### [EXERCISE PROMPT]
Using the listing below, give the number of lines in which the string "КОРОТКОВА" appears, and nothing else.

Segment Start: RECORDS PROVIDED

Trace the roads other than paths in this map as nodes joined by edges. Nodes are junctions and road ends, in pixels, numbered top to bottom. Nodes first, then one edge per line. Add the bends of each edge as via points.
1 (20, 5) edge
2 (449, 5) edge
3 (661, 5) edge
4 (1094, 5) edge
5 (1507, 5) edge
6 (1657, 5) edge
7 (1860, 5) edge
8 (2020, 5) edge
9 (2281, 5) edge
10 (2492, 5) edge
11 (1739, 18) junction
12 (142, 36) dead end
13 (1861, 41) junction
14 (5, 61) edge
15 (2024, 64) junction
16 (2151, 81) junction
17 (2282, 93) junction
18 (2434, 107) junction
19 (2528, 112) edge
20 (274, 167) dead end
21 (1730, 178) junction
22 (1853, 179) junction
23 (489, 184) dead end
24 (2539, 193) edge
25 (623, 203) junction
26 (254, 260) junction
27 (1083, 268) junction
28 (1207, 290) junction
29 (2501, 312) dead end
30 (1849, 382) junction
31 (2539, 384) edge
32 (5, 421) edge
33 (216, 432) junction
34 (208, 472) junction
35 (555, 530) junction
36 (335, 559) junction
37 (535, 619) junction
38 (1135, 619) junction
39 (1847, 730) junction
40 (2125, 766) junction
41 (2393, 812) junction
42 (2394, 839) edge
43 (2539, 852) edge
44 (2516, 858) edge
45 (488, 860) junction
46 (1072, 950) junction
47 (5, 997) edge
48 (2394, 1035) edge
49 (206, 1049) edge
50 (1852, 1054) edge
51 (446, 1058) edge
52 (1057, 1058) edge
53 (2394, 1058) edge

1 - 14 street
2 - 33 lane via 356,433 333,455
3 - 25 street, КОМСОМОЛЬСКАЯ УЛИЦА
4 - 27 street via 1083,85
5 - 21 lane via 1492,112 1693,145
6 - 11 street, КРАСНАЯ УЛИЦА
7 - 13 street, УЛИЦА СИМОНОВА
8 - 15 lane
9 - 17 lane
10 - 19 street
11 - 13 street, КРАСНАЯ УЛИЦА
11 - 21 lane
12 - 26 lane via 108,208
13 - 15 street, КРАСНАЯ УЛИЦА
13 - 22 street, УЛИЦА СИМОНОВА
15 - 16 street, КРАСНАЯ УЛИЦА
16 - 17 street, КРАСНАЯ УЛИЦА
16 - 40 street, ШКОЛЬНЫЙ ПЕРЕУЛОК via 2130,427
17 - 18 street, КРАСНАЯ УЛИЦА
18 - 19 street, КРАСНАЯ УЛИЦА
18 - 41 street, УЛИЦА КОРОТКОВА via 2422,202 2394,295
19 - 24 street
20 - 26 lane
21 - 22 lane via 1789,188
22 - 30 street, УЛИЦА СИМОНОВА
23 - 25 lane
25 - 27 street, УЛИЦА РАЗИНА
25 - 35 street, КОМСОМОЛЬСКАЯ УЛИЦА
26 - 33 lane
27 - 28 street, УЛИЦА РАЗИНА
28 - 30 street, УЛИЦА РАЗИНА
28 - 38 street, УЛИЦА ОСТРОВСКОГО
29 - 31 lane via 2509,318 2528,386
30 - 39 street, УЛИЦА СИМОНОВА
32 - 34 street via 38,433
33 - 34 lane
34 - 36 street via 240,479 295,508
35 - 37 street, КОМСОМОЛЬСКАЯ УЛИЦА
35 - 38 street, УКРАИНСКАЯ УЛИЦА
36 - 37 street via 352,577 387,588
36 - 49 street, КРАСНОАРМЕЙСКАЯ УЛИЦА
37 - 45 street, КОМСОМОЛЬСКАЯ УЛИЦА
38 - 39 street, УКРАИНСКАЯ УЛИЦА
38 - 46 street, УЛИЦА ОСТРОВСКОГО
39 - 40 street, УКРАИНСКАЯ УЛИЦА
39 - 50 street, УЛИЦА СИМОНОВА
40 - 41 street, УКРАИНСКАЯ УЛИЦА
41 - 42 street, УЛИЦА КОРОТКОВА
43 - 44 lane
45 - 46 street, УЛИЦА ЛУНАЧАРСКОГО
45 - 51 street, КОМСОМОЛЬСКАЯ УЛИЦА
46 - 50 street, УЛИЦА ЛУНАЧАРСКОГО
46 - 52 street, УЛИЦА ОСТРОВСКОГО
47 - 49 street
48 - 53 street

Segment End: RECORDS PROVIDED

### [WRITTEN SOLUTION]
2